Conversation avec Jacques Delors, ancien économiste à la banque de France, ancien ministre de l’Économie, des Finances et du Budget de 1981 à 1984, il a été le président de la Commission européenne de 1985 à 1995. Il est président fondateur et membre du conseil d’administration du think tank Notre Europe, ainsi que membre d’honneur de l’Institut Aspen France et membre honoraire du Club de Rome. Il est enfin président du Conseil de l’emploi, des revenus et de la cohésion sociale (CERC) depuis 2000. Auteur de nombreux essais dont «Mémoires»,Paris, éditions Plon, 2004 et «Investir dans le social», aux éditions Odile Jacob, 2009.Le dialogue a eu lieu à Paris à la fin du mois d’avril 2009.
Antonio Torrenzano. La mondialisation a-t-elle augmenté l’inégalité ? Cette longue période de récession économique contribuera-t-elle à consolider les différences entre classes sociales ?
Jacques Delors. La mondialisation a augmenté l’inégalité. Il suffit d’observer les disparités de salaire entre les différentes classes sociales; les disparités entre les générations, les disparités entre femme et homme ou d’origine. La distribution de la richesse reste une utopie pendant que l’inégalité se transmet d’une génération à l’autre. La crise actuelle expulsera du monde du travail beaucoup de personnes et beaucoup d’individus qualifiés avec une perte d’expériences incalculables. Et cette perte ne pourra plus être soutenue seulement par l’État national. Pourquoi ? Parce que l’évolution démographique et l’augmentation des risques réduisent les effets de l’État providence et la dépense sociale présente n’est pas plus apte à réduire ces risques. Si à ces phénomènes sociaux macro-économiques, nous ajoutons la révolution de la structure familière (femmes et hommes singles, divorces, familles mono parentales) nous pouvons comprendre alors comme il est nécessaire repenser la fonction de l’intervention publique pour ce qui concerne la cohésion sociale.
Antonio Torrenzano.

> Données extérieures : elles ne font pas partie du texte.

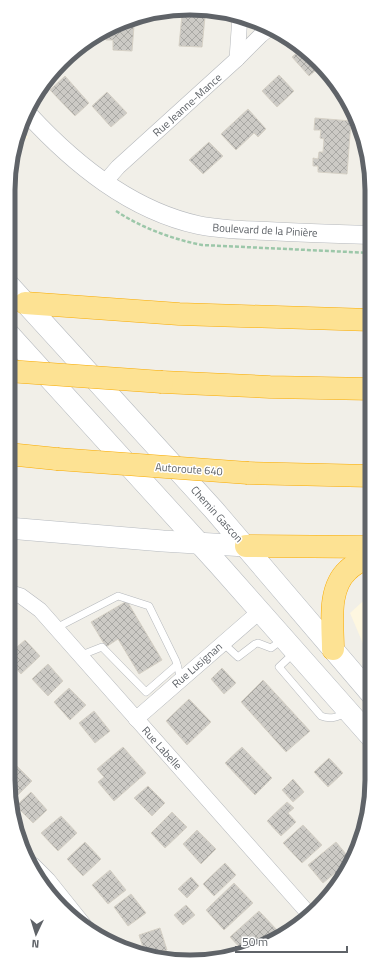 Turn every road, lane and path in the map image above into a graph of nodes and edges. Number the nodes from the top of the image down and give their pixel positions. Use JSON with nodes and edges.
{"nodes":[{"id":1,"x":240,"y":22,"type":"edge"},
{"id":2,"x":265,"y":32,"type":"edge"},
{"id":3,"x":238,"y":59,"type":"junction"},
{"id":4,"x":31,"y":117,"type":"edge"},
{"id":5,"x":105,"y":182,"type":"junction"},
{"id":6,"x":365,"y":235,"type":"edge"},
{"id":7,"x":17,"y":302,"type":"edge"},
{"id":8,"x":365,"y":320,"type":"edge"},
{"id":9,"x":15,"y":341,"type":"edge"},
{"id":10,"x":15,"y":372,"type":"edge"},
{"id":11,"x":365,"y":389,"type":"edge"},
{"id":12,"x":15,"y":455,"type":"edge"},
{"id":13,"x":365,"y":476,"type":"edge"},
{"id":14,"x":15,"y":529,"type":"edge"},
{"id":15,"x":199,"y":544,"type":"junction"},
{"id":16,"x":246,"y":546,"type":"junction"},
{"id":17,"x":365,"y":547,"type":"edge"},
{"id":18,"x":365,"y":559,"type":"edge"},
{"id":19,"x":15,"y":594,"type":"edge"},
{"id":20,"x":259,"y":612,"type":"junction"},
{"id":21,"x":56,"y":628,"type":"junction"},
{"id":22,"x":223,"y":642,"type":"junction"},
{"id":23,"x":289,"y":646,"type":"junction"},
{"id":24,"x":333,"y":649,"type":"junction"},
{"id":25,"x":78,"y":656,"type":"junction"},
{"id":26,"x":179,"y":672,"type":"junction"},
{"id":27,"x":365,"y":687,"type":"edge"},
{"id":28,"x":150,"y":697,"type":"junction"},
{"id":29,"x":136,"y":719,"type":"junction"},
{"id":30,"x":365,"y":730,"type":"edge"},
{"id":31,"x":42,"y":874,"type":"edge"},
{"id":32,"x":70,"y":908,"type":"edge"},
{"id":33,"x":306,"y":911,"type":"edge"}],
"edges":[{"from":1,"to":3,"type":"street"},
{"from":2,"to":3,"type":"street","name":"Rue Jeanne-Mance"},
{"from":3,"to":5,"type":"street","name":"Rue Jeanne-Mance"},
{"from":4,"to":5,"type":"street","name":"Boulevard de la Pinière"},
{"from":5,"to":6,"type":"street","name":"Boulevard de la Pinière"},
{"from":7,"to":8,"type":"highway"},
{"from":7,"to":16,"type":"main road","name":"Chemin Gascon"},
{"from":9,"to":15,"type":"main road"},
{"from":10,"to":11,"type":"highway","bridge":true},
{"from":12,"to":13,"type":"highway","name":"Autoroute 640","bridge":true},
{"from":14,"to":15,"type":"main road"},
{"from":15,"to":16,"type":"main road"},
{"from":15,"to":20,"type":"main road"},
{"from":16,"to":17,"type":"highway"},
{"from":16,"to":24,"type":"main road","name":"Chemin Gascon"},
{"from":18,"to":24,"type":"highway"},
{"from":19,"to":21,"type":"street","name":"Rue Labelle"},
{"from":20,"to":22,"type":"street","name":"Rue Lusignan"},
{"from":20,"to":23,"type":"main road"},
{"from":21,"to":25,"type":"street","name":"Rue Labelle"},
{"from":21,"to":26,"type":"lane"},
{"from":22,"to":23,"type":"lane"},
{"from":22,"to":26,"type":"street","name":"Rue Lusignan"},
{"from":23,"to":30,"type":"main road"},
{"from":24,"to":27,"type":"main road","name":"Chemin Gascon"},
{"from":25,"to":28,"type":"lane"},
{"from":25,"to":29,"type":"street","name":"Rue Labelle"},
{"from":26,"to":28,"type":"street","name":"Rue Lusignan"},
{"from":28,"to":29,"type":"street","name":"Rue Lusignan"},
{"from":29,"to":33,"type":"street","name":"Rue Labelle"},
{"from":31,"to":32,"type":"street"}]} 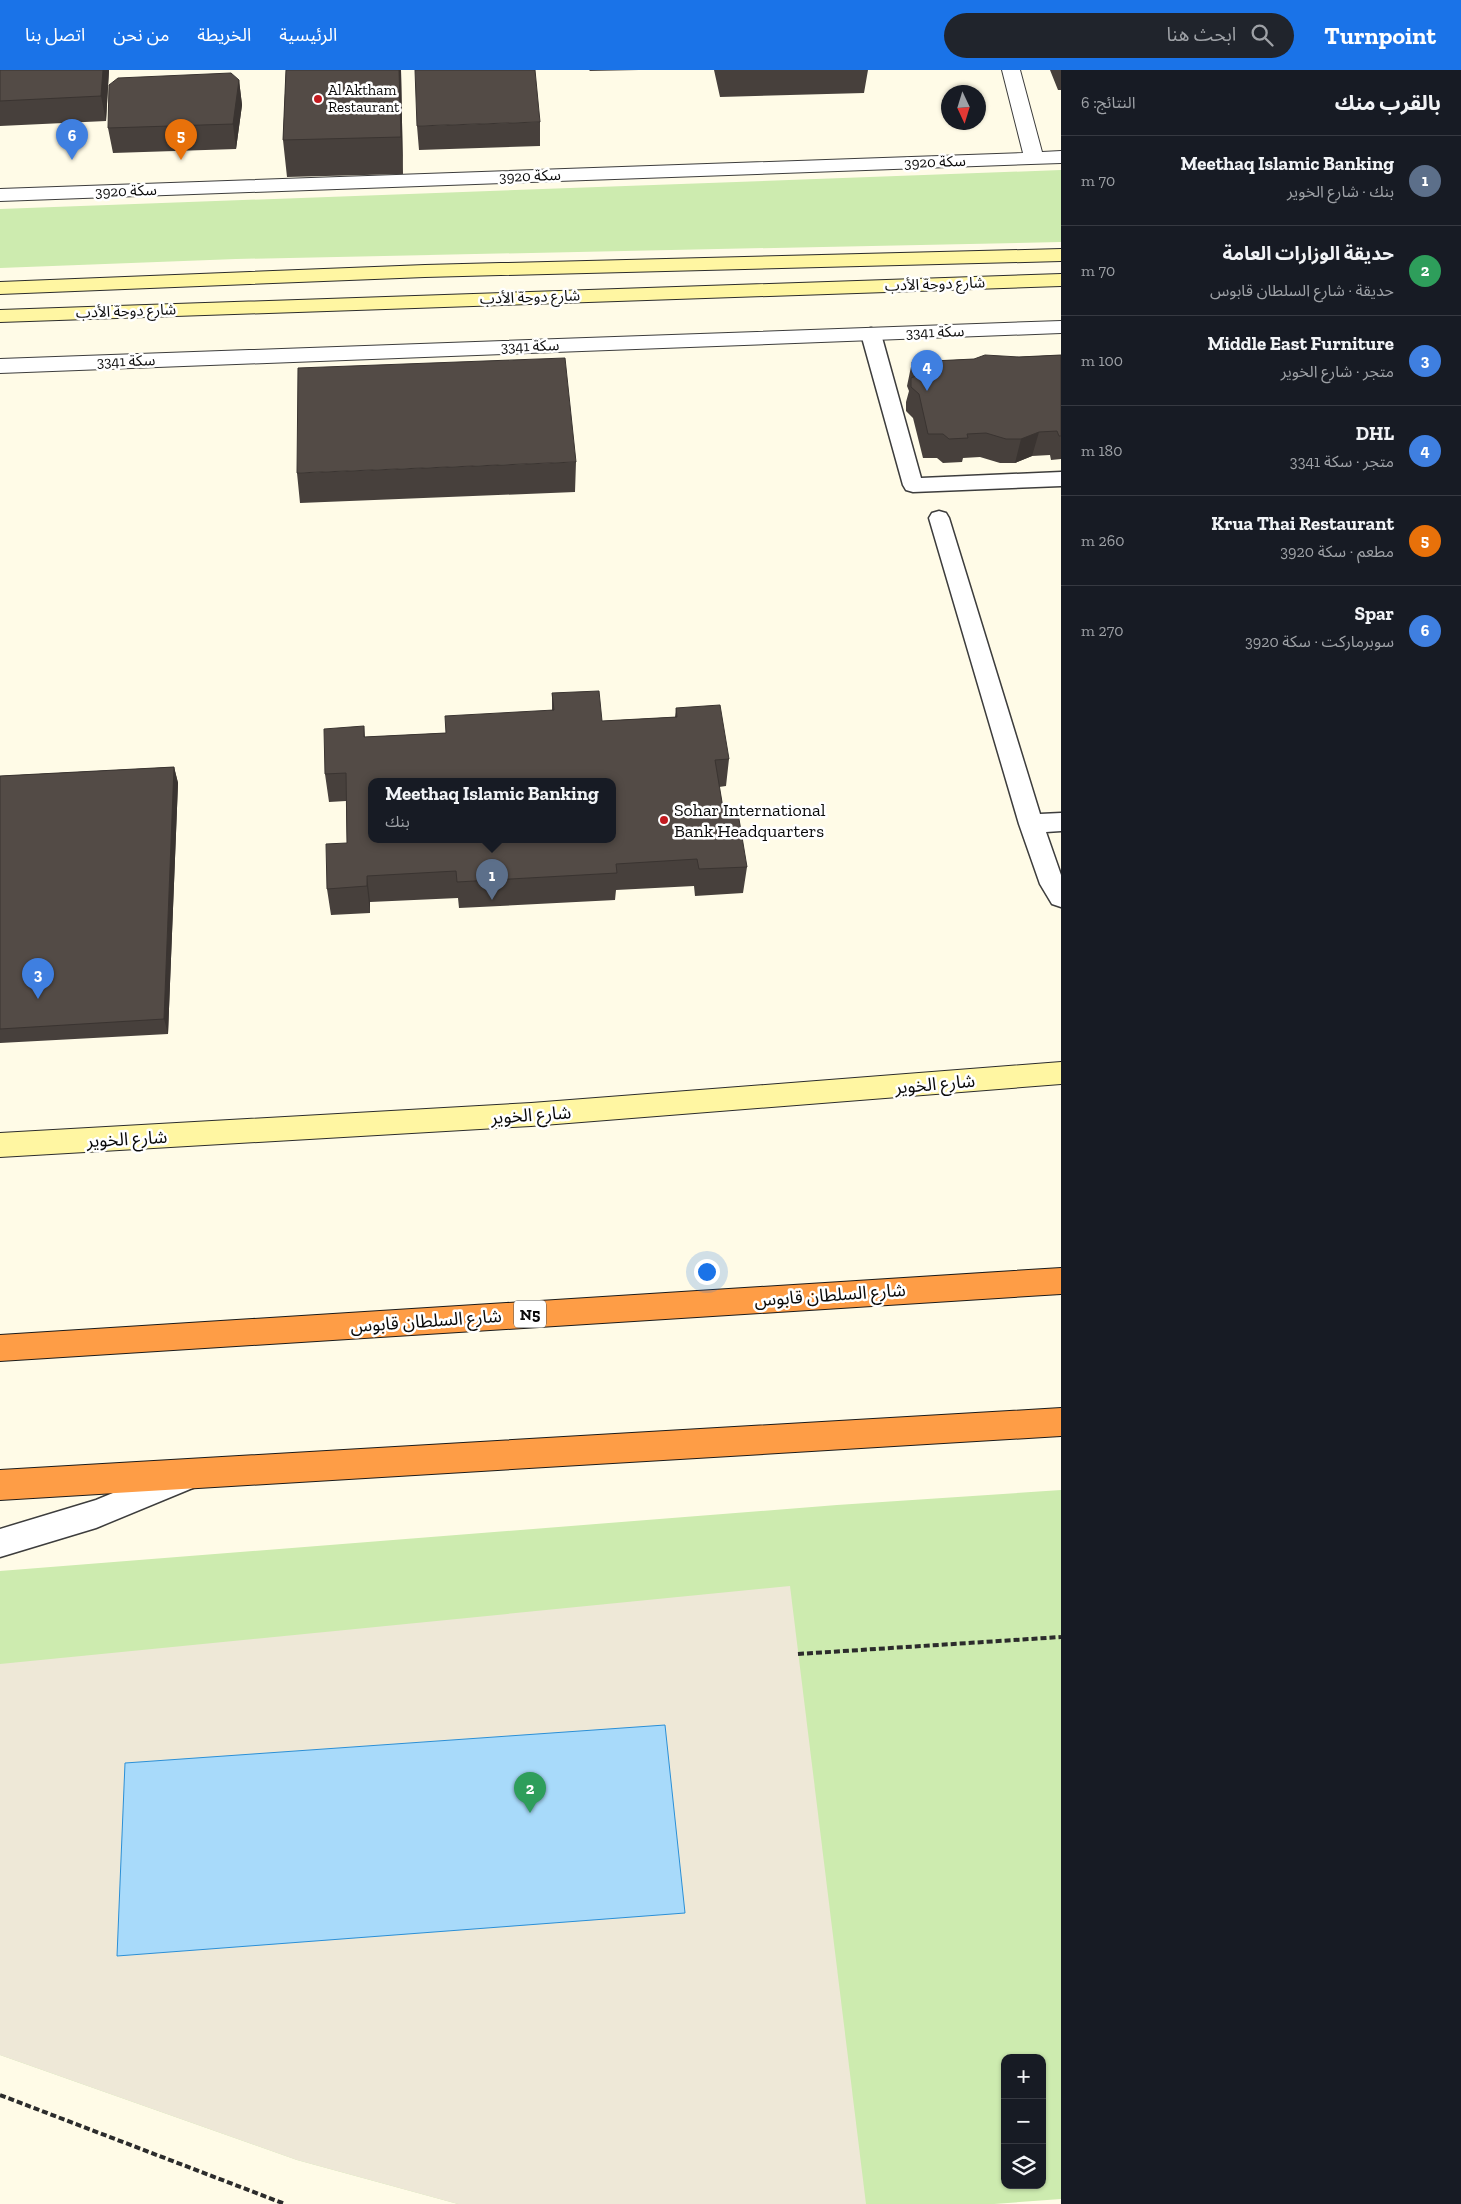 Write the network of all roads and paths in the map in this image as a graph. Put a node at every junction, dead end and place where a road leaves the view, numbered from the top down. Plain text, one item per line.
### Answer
1 (1011, 70) edge
2 (1061, 157) edge
3 (1034, 158) junction
4 (0, 195) edge
5 (1061, 255) edge
6 (1061, 280) edge
7 (0, 288) edge
8 (0, 316) edge
9 (1061, 327) edge
10 (871, 334) junction
11 (0, 366) edge
12 (1061, 479) edge
13 (939, 518) dead end
14 (1061, 822) edge
15 (1031, 824) junction
16 (1061, 897) edge
17 (1061, 1073) edge
18 (0, 1145) edge
19 (1061, 1281) edge
20 (0, 1348) edge
21 (1061, 1422) edge
22 (194, 1473) junction
23 (0, 1485) edge
24 (0, 1542) edge
25 (1061, 1637) edge
26 (798, 1654) dead end
27 (0, 2094) edge
28 (285, 2204) edge

1 - 3 street
2 - 3 street, سكة 3920
3 - 4 street, سكة 3920
5 - 7 main road, شارع دوحة الأدب
6 - 8 main road, شارع دوحة الأدب
9 - 10 street, سكة 3341
10 - 11 street, سكة 3341
10 - 12 lane
13 - 15 lane
14 - 15 lane
15 - 16 lane
17 - 18 main road, شارع الخوير
19 - 20 highway, شارع السلطان قابوس / N5
21 - 22 highway
22 - 23 highway
22 - 24 lane
25 - 26 path
27 - 28 path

Est-ce que vous pouvez me faire un exemple ?
Jacques Delors. Je pense aux lignes d’action pour d’éducation permanente de l’ancien premier ministre Tony Blair ou le projet nommé flexisecurity, ligne d’action déjà expérimentée dans différents Pays de l’Europe du Nord qui a produit des résultats excellents. Les fonctions d’une nouvelle prévoyance sociale d’un État moderne devraient donc devenir la prévention et de nouvelles politiques de soutien au nouveau modèle de famille.
Antonio Torrenzano. L’Europe pourrait-elle contribuer à la construction d’un nouveau modèle social ? Croyez-vous nécessaire une relation plus étreinte entre politique monétaire et politiques économiques à l’intérieur de l’UE ?
Jacques Delors. L’Europe a perdu sa vision idéale de l’avenir. Aujourd’hui, la politique européenne est encore réglée par les États nationaux. Quand les choses vont très mal ou quand les décisions prises ne satisfont pas les intérêts nationaux des pays membres, les 27 États accusent Bruxelles. Ou,encore, quand les États membres découvrent la cohésion entre eux seulement dans les moments de crise. Comme économiste, j’ai toujours soutenu une relation plus étreinte entre politique monétaire et politique économique. Aujourd’hui, je pense que l’Union européenne est comme une belle voiture avec un moteur qui ne fonctionne pas.
Antonio Torrenzano. Les décisions prises au sommet de Londres par la communauté internationale sont-elles révolutionnaires ?
Jacques Delors. Je ne crois pas aux rêves. Les décisions, prises à Londres, nous indiquent qu’elles chercheront à construire un nouvel équilibre entre le marché et la réglementation de celui-ci. Il faut, cependant, repenser un nouveau modèle de développement social soutenable. La crise pousse les gouvernements à la simple gestion du présent, à la pure gestion du quotidien pour la peur de l’opinion publique et de possibles sondages négatifs.
Antonio Torrenzano. Pourquoi selon vous ?
Jacques Delors. Parce que nous vivons dans une dimension de pragmatisme médiatique qui regarde peu à l’avenir.